- [THE PROBLEM]: Each line of the listing where "image" appears should be reported.
━━ SUPPLIED DATA
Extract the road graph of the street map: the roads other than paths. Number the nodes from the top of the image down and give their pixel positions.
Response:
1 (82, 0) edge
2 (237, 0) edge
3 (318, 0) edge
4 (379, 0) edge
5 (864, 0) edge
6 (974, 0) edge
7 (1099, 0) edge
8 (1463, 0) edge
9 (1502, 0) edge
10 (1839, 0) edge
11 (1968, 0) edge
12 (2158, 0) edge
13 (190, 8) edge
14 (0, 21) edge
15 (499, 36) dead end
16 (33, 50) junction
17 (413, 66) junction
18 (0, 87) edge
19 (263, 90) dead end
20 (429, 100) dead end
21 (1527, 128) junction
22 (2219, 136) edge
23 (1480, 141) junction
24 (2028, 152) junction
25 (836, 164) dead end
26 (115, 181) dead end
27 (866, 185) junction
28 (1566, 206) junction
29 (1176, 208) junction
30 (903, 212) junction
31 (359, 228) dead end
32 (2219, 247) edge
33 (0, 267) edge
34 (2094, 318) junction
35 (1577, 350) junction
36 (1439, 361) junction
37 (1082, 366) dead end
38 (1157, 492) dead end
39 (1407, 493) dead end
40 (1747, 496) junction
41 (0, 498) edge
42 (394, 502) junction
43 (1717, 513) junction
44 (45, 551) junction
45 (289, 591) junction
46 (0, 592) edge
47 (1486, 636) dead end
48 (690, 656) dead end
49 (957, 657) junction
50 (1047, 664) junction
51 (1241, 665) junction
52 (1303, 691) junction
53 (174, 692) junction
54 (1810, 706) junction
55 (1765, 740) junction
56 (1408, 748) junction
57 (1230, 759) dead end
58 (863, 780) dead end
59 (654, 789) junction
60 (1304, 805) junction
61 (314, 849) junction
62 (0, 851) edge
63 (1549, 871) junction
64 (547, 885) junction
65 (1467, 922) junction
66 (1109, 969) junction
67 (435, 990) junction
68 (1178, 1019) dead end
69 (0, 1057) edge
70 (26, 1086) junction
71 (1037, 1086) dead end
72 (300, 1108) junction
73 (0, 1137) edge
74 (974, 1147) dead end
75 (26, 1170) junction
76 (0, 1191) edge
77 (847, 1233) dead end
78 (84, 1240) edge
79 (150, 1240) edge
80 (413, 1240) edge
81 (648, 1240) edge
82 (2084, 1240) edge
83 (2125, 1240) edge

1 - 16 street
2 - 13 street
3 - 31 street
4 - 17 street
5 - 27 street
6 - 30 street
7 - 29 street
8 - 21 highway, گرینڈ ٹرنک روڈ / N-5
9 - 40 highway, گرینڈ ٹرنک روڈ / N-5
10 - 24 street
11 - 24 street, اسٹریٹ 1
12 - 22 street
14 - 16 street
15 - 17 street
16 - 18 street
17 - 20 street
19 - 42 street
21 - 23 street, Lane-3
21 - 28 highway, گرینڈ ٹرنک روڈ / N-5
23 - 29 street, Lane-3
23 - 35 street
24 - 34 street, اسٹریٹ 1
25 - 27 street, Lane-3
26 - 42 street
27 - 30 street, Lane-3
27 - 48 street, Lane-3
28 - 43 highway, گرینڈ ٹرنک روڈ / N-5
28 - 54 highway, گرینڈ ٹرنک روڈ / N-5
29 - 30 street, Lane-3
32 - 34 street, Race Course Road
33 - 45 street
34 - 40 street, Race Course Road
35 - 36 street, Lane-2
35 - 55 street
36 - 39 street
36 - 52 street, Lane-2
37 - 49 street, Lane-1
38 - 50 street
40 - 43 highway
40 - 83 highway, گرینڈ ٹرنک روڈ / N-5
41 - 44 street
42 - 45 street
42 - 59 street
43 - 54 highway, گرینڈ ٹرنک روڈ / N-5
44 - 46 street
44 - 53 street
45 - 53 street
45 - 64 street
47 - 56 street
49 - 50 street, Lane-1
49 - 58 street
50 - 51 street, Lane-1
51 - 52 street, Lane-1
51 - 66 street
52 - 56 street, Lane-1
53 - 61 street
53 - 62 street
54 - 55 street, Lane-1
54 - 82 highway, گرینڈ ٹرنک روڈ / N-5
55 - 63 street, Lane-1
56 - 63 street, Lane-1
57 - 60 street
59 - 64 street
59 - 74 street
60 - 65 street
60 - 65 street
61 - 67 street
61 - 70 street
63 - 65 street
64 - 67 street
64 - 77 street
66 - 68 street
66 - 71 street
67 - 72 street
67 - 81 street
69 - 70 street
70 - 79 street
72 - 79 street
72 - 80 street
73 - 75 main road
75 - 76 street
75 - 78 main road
━━━━
━━ SUPPLIED DATA
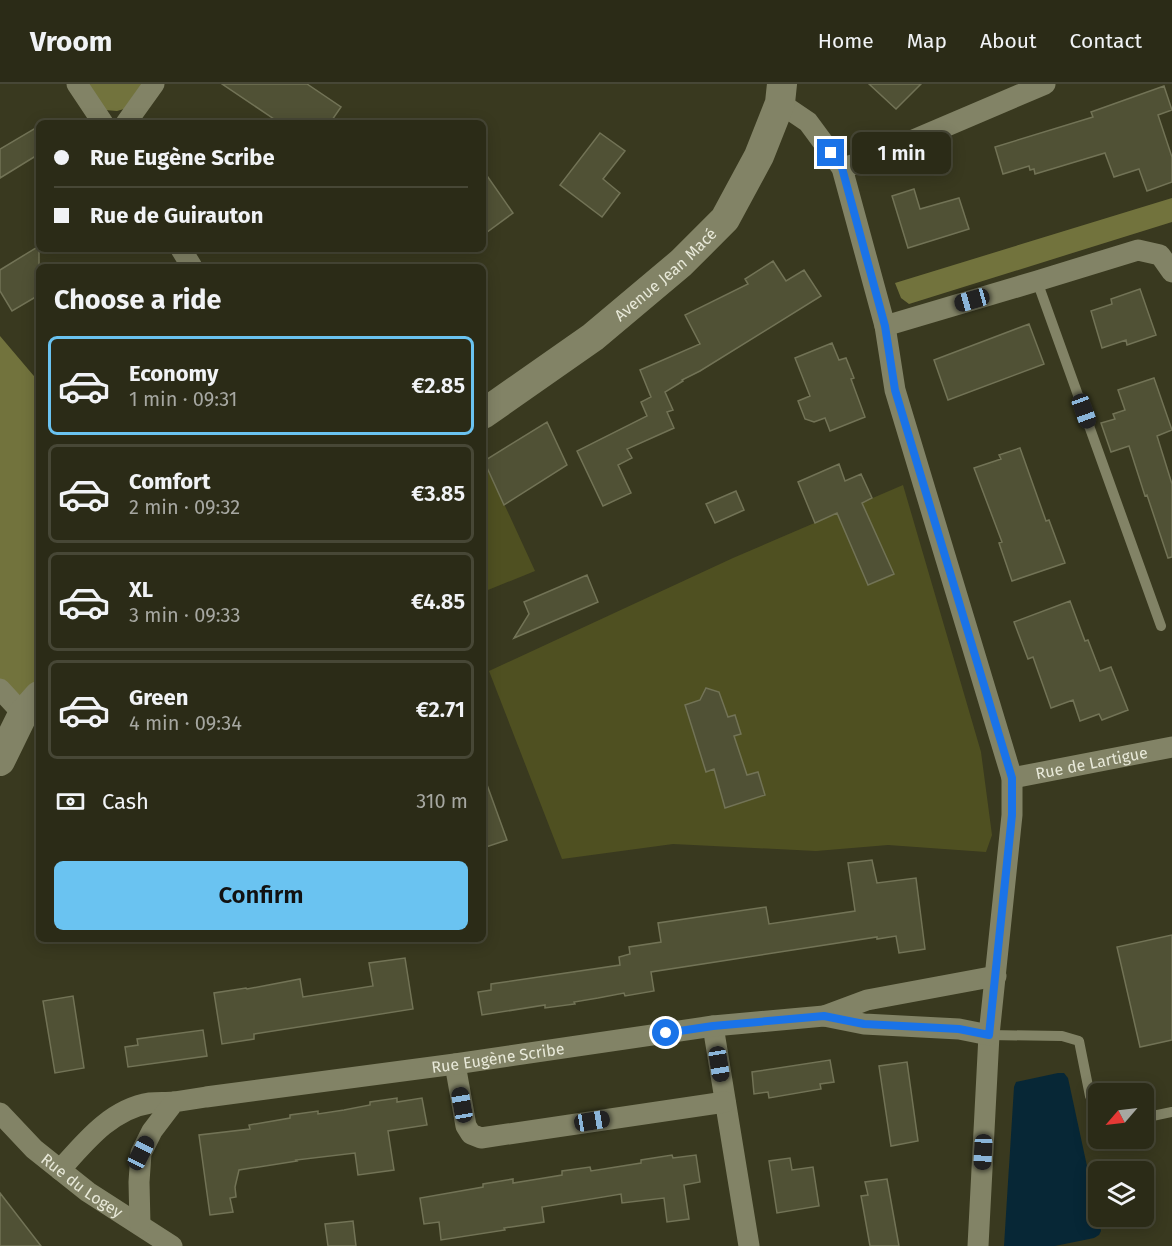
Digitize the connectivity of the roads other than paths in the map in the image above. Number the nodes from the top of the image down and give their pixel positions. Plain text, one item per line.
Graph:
━━━━
━━ SUPPLIED DATA
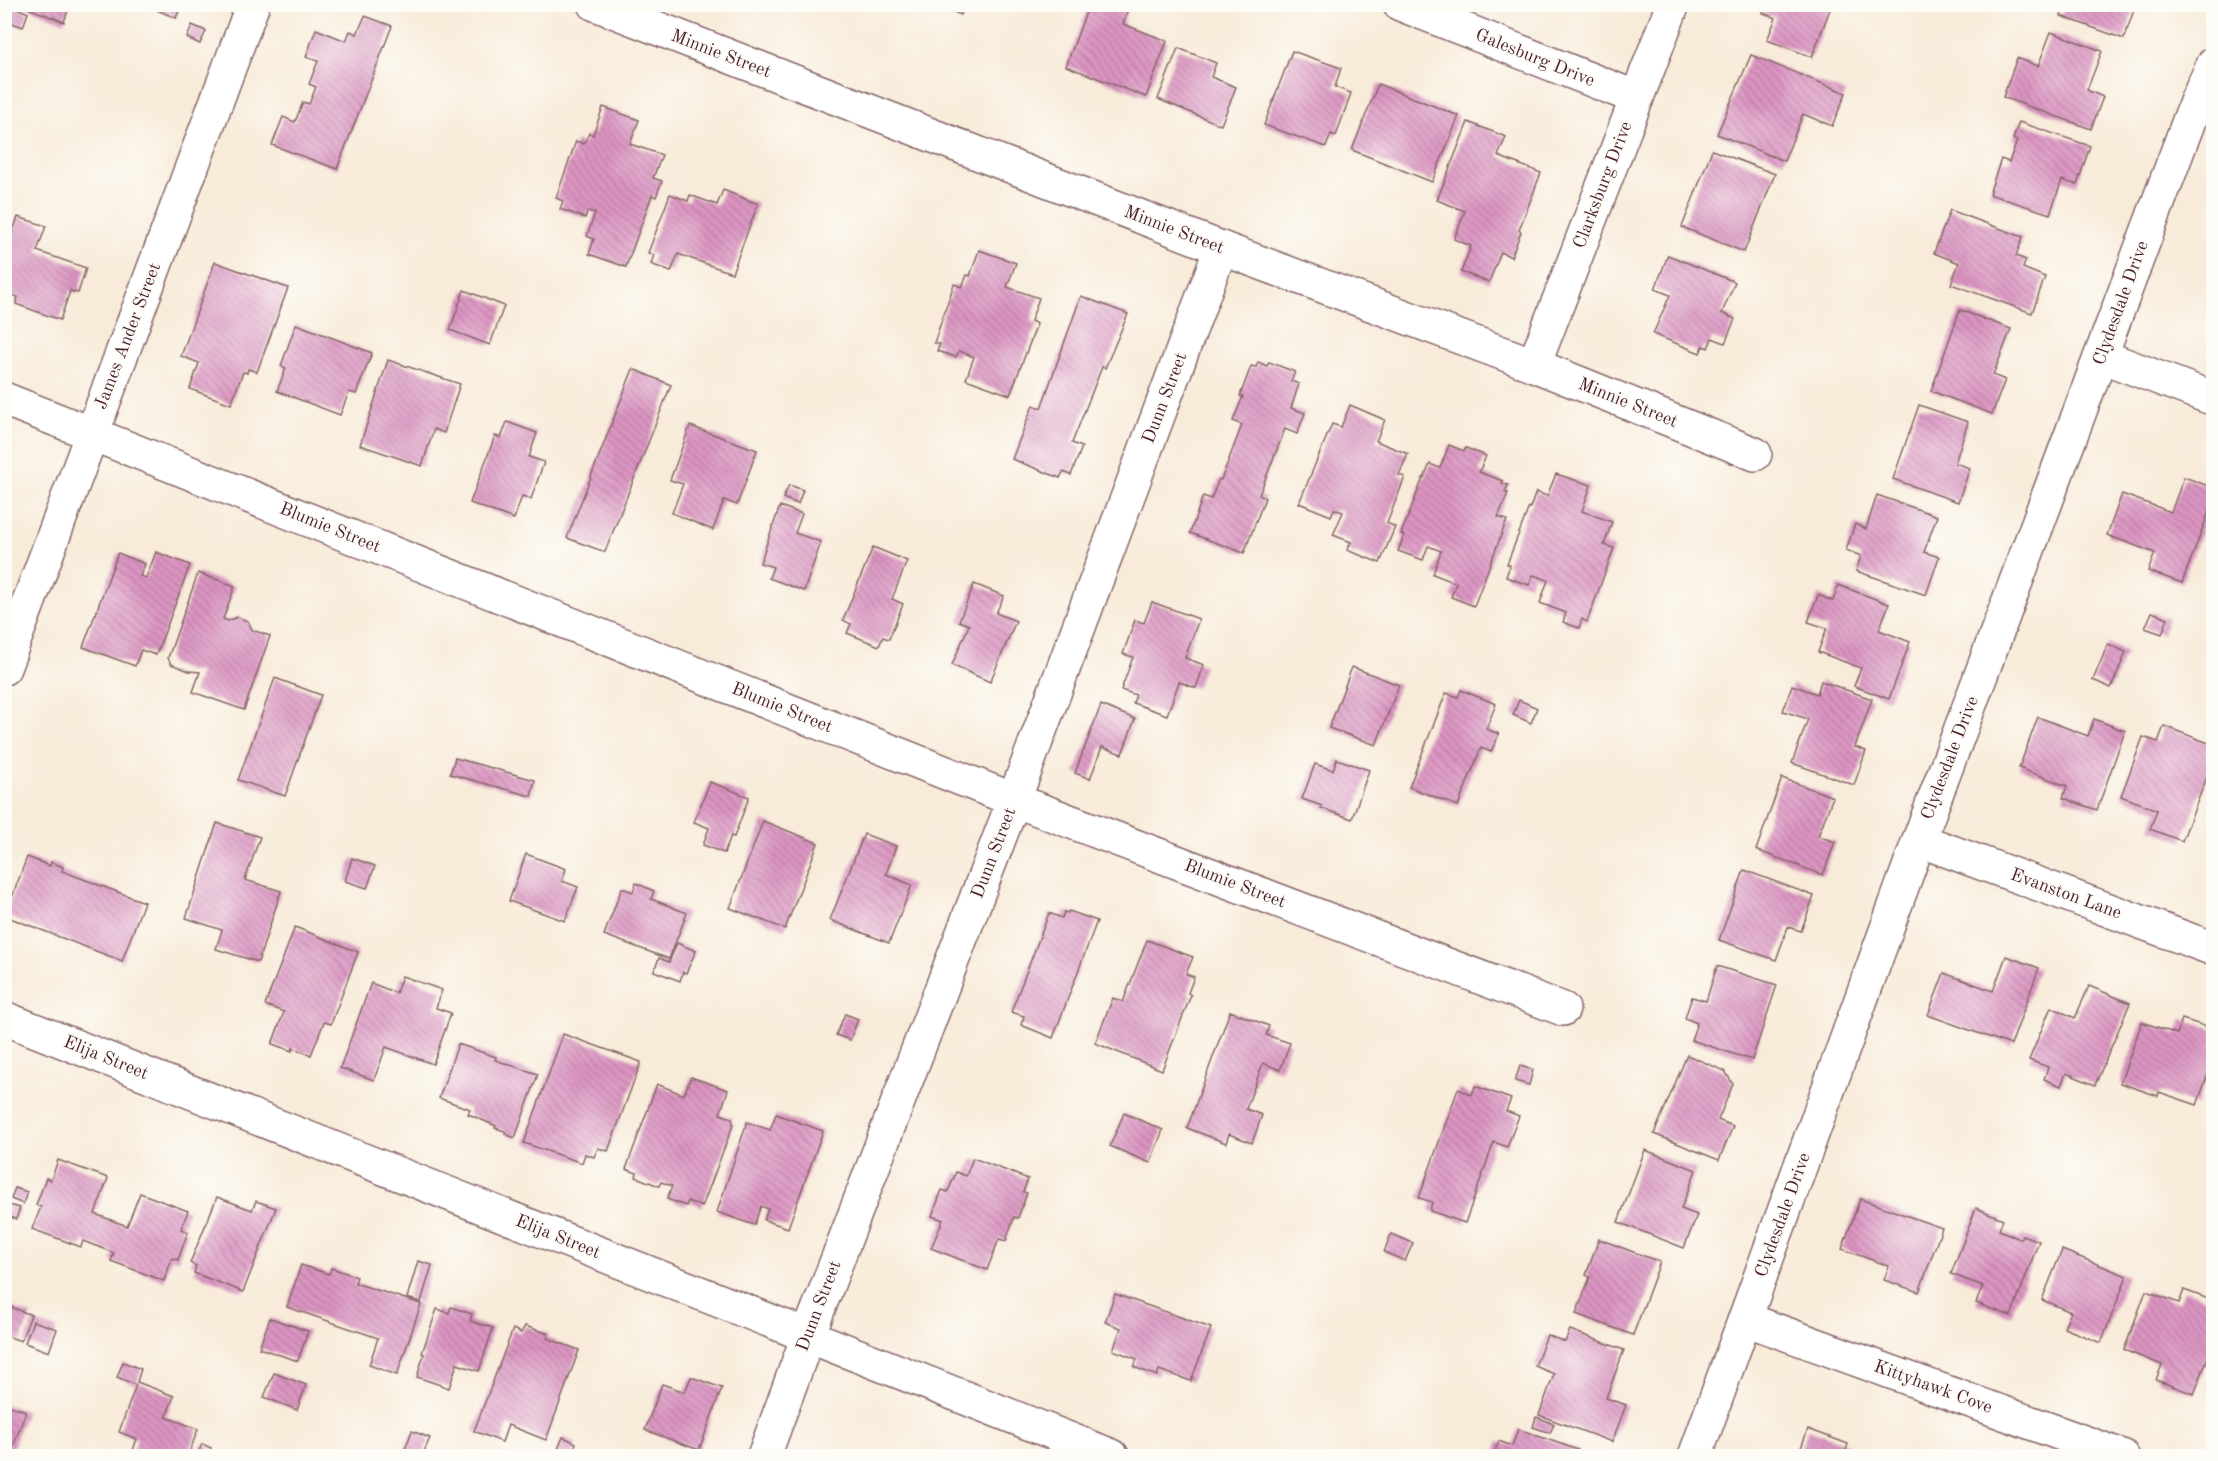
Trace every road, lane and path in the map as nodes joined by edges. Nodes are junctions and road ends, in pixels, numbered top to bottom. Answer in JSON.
━━━━
- [TASK ANSWER]:
Extract the road graph of the street map: the roads other than paths. Number the nodes from the top of the image down and give their pixel positions.
Digitize the connectivity of the roads other than paths in the map in the image above. Number the nodes from the top of the image down and give their pixel positions. Plain text, one item per line.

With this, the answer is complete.